▶ [What you will do]:
Throughout the material below, how many lines include the string "edges"? Reply with only the number.

▶ [Data for analysis]:
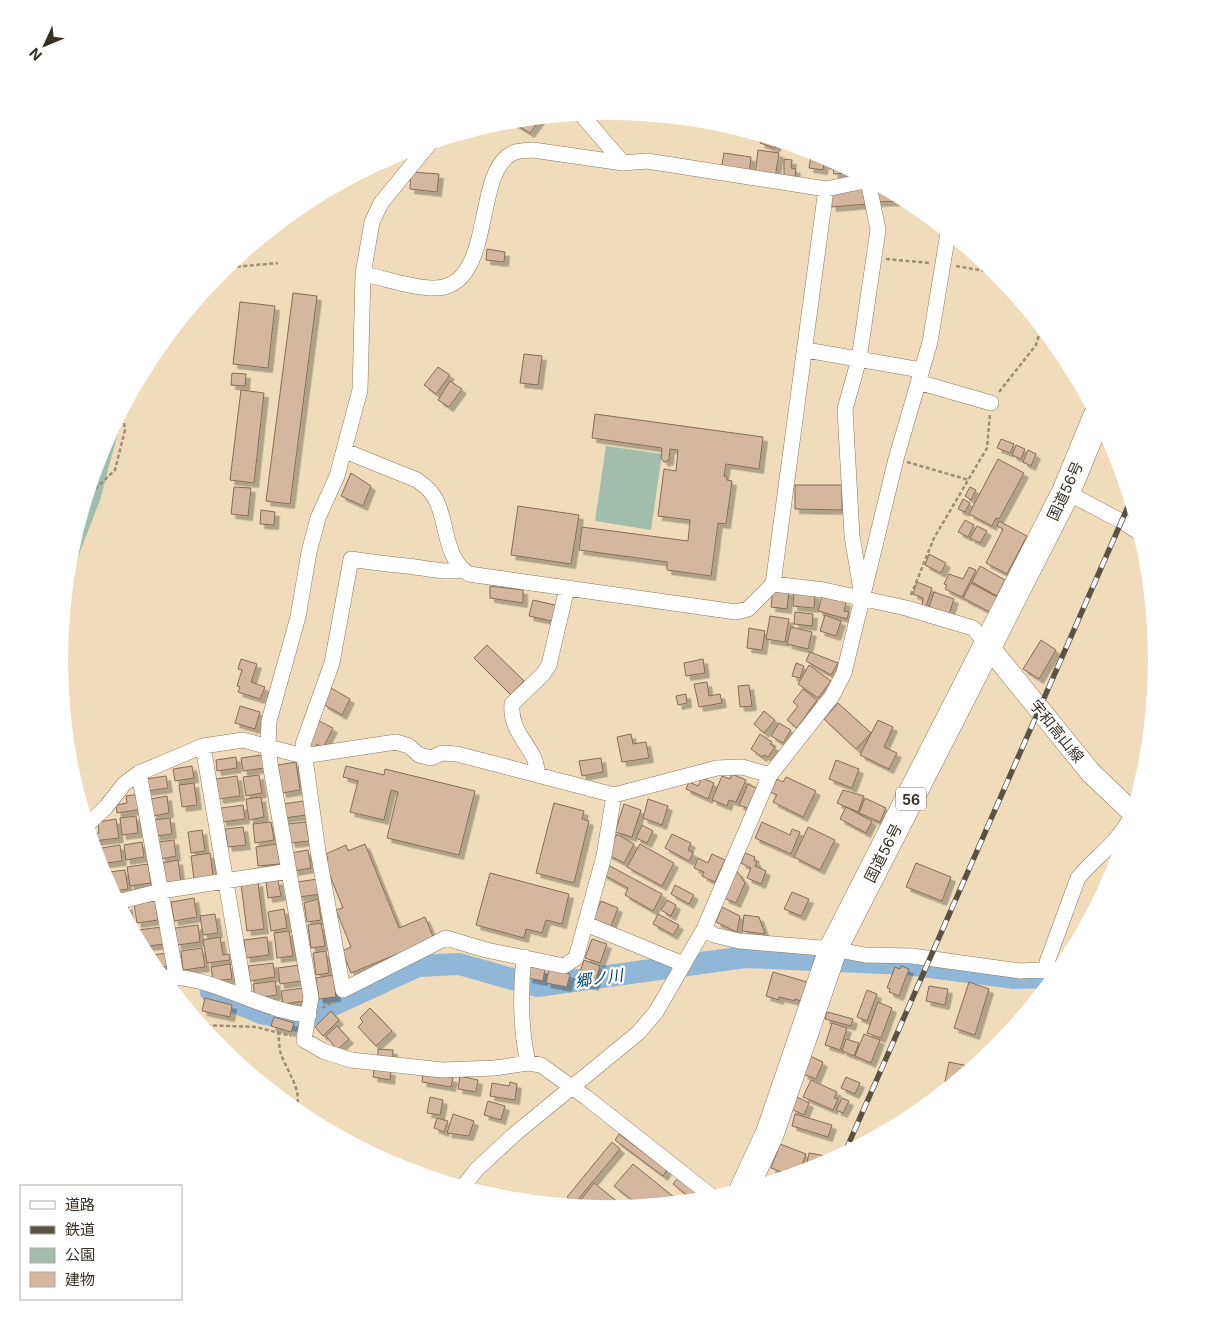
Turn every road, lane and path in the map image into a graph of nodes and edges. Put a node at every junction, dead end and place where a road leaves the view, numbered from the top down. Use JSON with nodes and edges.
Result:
{"nodes":[{"id":1,"x":587,"y":121,"type":"edge"},
{"id":2,"x":422,"y":154,"type":"edge"},
{"id":3,"x":623,"y":163,"type":"junction"},
{"id":4,"x":858,"y":182,"type":"edge"},
{"id":5,"x":870,"y":188,"type":"edge"},
{"id":6,"x":826,"y":189,"type":"junction"},
{"id":7,"x":947,"y":240,"type":"edge"},
{"id":8,"x":278,"y":263,"type":"dead end"},
{"id":9,"x":238,"y":267,"type":"edge"},
{"id":10,"x":363,"y":274,"type":"junction"},
{"id":11,"x":1039,"y":335,"type":"edge"},
{"id":12,"x":806,"y":350,"type":"junction"},
{"id":13,"x":859,"y":359,"type":"junction"},
{"id":14,"x":920,"y":376,"type":"junction"},
{"id":15,"x":991,"y":402,"type":"junction"},
{"id":16,"x":124,"y":420,"type":"edge"},
{"id":17,"x":1094,"y":425,"type":"edge"},
{"id":18,"x":345,"y":451,"type":"junction"},
{"id":19,"x":896,"y":459,"type":"junction"},
{"id":20,"x":969,"y":480,"type":"junction"},
{"id":21,"x":95,"y":489,"type":"edge"},
{"id":22,"x":1066,"y":492,"type":"junction"},
{"id":23,"x":1131,"y":528,"type":"edge"},
{"id":24,"x":462,"y":570,"type":"junction"},
{"id":25,"x":773,"y":584,"type":"junction"},
{"id":26,"x":567,"y":588,"type":"junction"},
{"id":27,"x":862,"y":597,"type":"junction"},
{"id":28,"x":906,"y":608,"type":"junction"},
{"id":29,"x":988,"y":646,"type":"junction"},
{"id":30,"x":202,"y":746,"type":"junction"},
{"id":31,"x":268,"y":748,"type":"junction"},
{"id":32,"x":303,"y":756,"type":"junction"},
{"id":33,"x":139,"y":773,"type":"junction"},
{"id":34,"x":770,"y":775,"type":"junction"},
{"id":35,"x":538,"y":776,"type":"junction"},
{"id":36,"x":614,"y":795,"type":"junction"},
{"id":37,"x":1127,"y":807,"type":"edge"},
{"id":38,"x":92,"y":820,"type":"edge"},
{"id":39,"x":1117,"y":839,"type":"edge"},
{"id":40,"x":289,"y":871,"type":"junction"},
{"id":41,"x":226,"y":881,"type":"junction"},
{"id":42,"x":161,"y":891,"type":"junction"},
{"id":43,"x":124,"y":901,"type":"edge"},
{"id":44,"x":586,"y":924,"type":"junction"},
{"id":45,"x":704,"y":929,"type":"junction"},
{"id":46,"x":833,"y":949,"type":"junction"},
{"id":47,"x":524,"y":957,"type":"junction"},
{"id":48,"x":683,"y":964,"type":"junction"},
{"id":49,"x":1051,"y":967,"type":"edge"},
{"id":50,"x":1049,"y":970,"type":"edge"},
{"id":51,"x":169,"y":974,"type":"edge"},
{"id":52,"x":171,"y":978,"type":"edge"},
{"id":53,"x":342,"y":990,"type":"junction"},
{"id":54,"x":242,"y":996,"type":"junction"},
{"id":55,"x":309,"y":1015,"type":"junction"},
{"id":56,"x":210,"y":1025,"type":"edge"},
{"id":57,"x":528,"y":1063,"type":"junction"},
{"id":58,"x":572,"y":1088,"type":"junction"},
{"id":59,"x":299,"y":1103,"type":"edge"},
{"id":60,"x":467,"y":1182,"type":"edge"},
{"id":61,"x":747,"y":1182,"type":"edge"},
{"id":62,"x":705,"y":1191,"type":"edge"}],
"edges":[{"from":1,"to":3,"type":"street"},
{"from":2,"to":10,"type":"street"},
{"from":3,"to":6,"type":"street"},
{"from":3,"to":10,"type":"street"},
{"from":4,"to":6,"type":"street"},
{"from":5,"to":13,"type":"street"},
{"from":6,"to":12,"type":"street"},
{"from":7,"to":14,"type":"street"},
{"from":8,"to":9,"type":"path"},
{"from":10,"to":18,"type":"street"},
{"from":11,"to":15,"type":"path"},
{"from":12,"to":13,"type":"street"},
{"from":12,"to":25,"type":"street"},
{"from":13,"to":14,"type":"street"},
{"from":13,"to":27,"type":"street"},
{"from":14,"to":15,"type":"street"},
{"from":14,"to":19,"type":"street"},
{"from":15,"to":20,"type":"path"},
{"from":16,"to":21,"type":"path"},
{"from":17,"to":22,"type":"highway","name":"国道56号","number":"56"},
{"from":18,"to":24,"type":"street"},
{"from":18,"to":31,"type":"street"},
{"from":19,"to":20,"type":"path"},
{"from":19,"to":27,"type":"street"},
{"from":20,"to":28,"type":"path"},
{"from":22,"to":23,"type":"street"},
{"from":22,"to":29,"type":"highway","name":"国道56号","number":"56"},
{"from":24,"to":26,"type":"street"},
{"from":24,"to":32,"type":"street"},
{"from":25,"to":26,"type":"street"},
{"from":25,"to":27,"type":"street"},
{"from":26,"to":35,"type":"street"},
{"from":27,"to":28,"type":"street"},
{"from":27,"to":34,"type":"street"},
{"from":28,"to":29,"type":"street"},
{"from":29,"to":37,"type":"main road","name":"宇和高山線"},
{"from":29,"to":46,"type":"highway","name":"国道56号","number":"56"},
{"from":30,"to":31,"type":"street"},
{"from":30,"to":33,"type":"street"},
{"from":30,"to":41,"type":"street"},
{"from":31,"to":32,"type":"street"},
{"from":31,"to":40,"type":"street"},
{"from":32,"to":35,"type":"street"},
{"from":32,"to":53,"type":"street"},
{"from":33,"to":38,"type":"street"},
{"from":33,"to":42,"type":"street"},
{"from":34,"to":36,"type":"street"},
{"from":34,"to":45,"type":"street"},
{"from":35,"to":36,"type":"street"},
{"from":36,"to":44,"type":"street"},
{"from":39,"to":49,"type":"street"},
{"from":40,"to":41,"type":"street"},
{"from":40,"to":55,"type":"street"},
{"from":41,"to":42,"type":"street"},
{"from":41,"to":54,"type":"street"},
{"from":42,"to":43,"type":"street"},
{"from":42,"to":51,"type":"street"},
{"from":44,"to":47,"type":"street"},
{"from":44,"to":48,"type":"street"},
{"from":45,"to":46,"type":"street"},
{"from":45,"to":48,"type":"street"},
{"from":46,"to":50,"type":"street"},
{"from":46,"to":61,"type":"highway","name":"国道56号","number":"56"},
{"from":47,"to":53,"type":"street"},
{"from":47,"to":57,"type":"street"},
{"from":48,"to":58,"type":"street"},
{"from":52,"to":54,"type":"street"},
{"from":53,"to":55,"type":"path"},
{"from":54,"to":55,"type":"street"},
{"from":55,"to":57,"type":"street"},
{"from":56,"to":59,"type":"path"},
{"from":57,"to":58,"type":"street"},
{"from":58,"to":60,"type":"street"},
{"from":58,"to":62,"type":"street"}]}
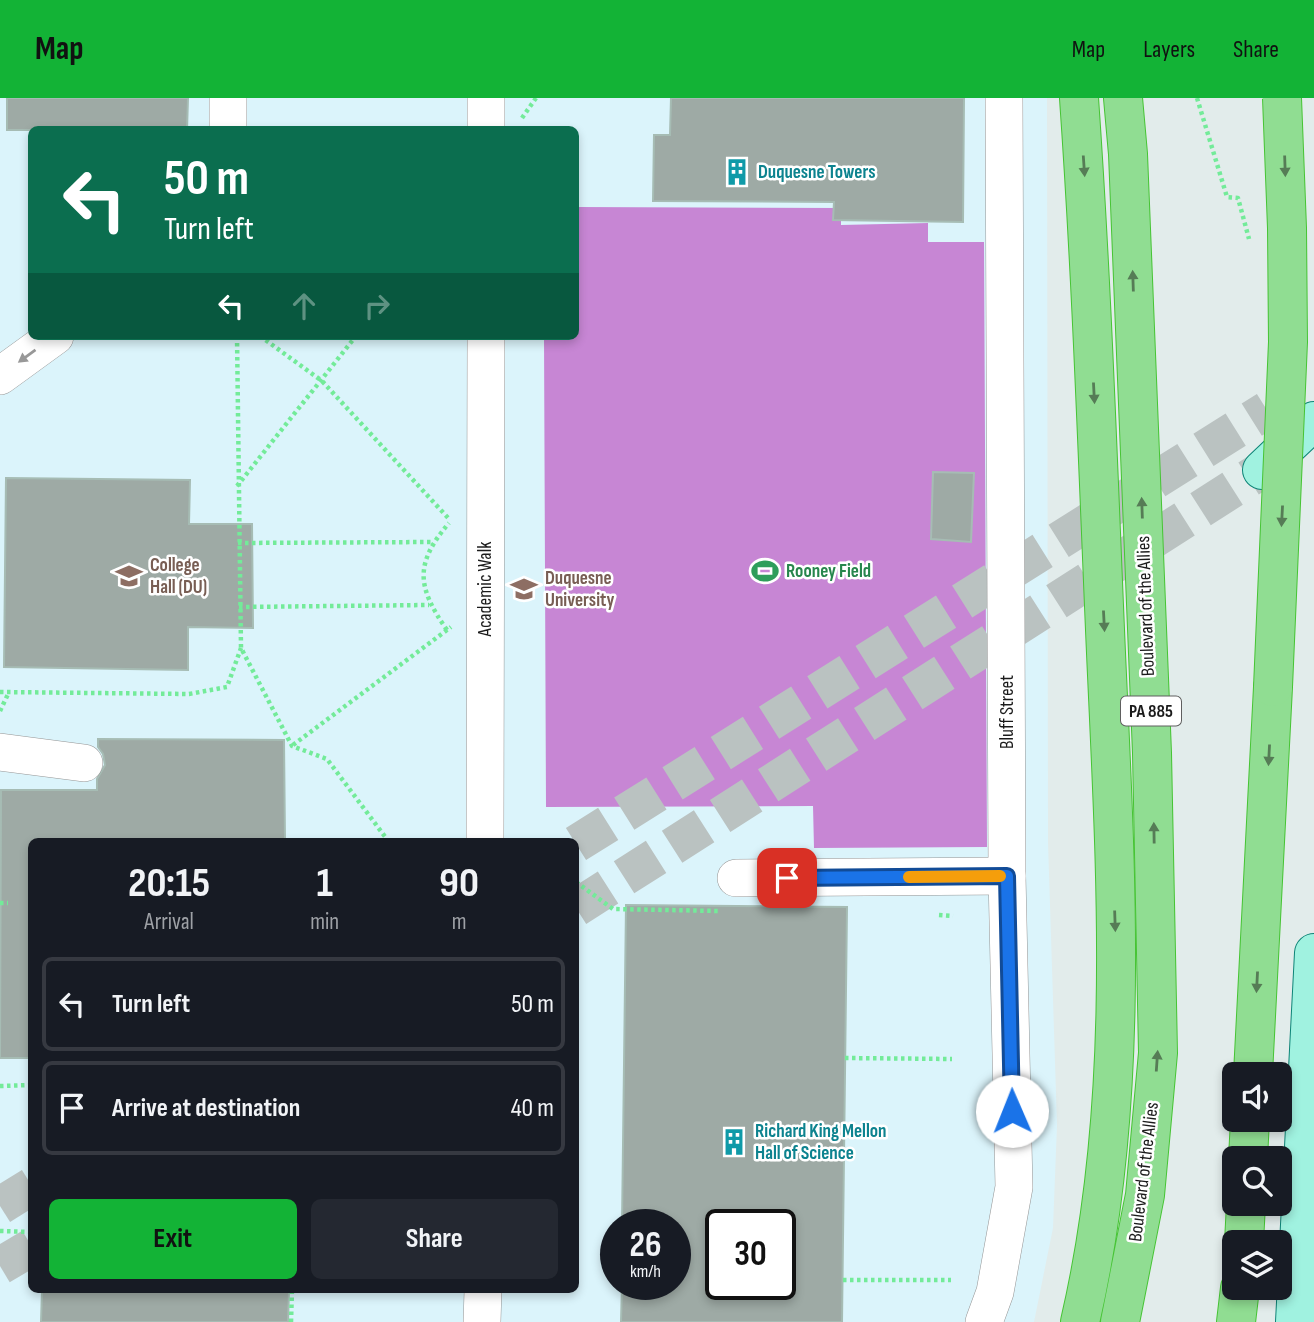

▶ [Completed task]:
2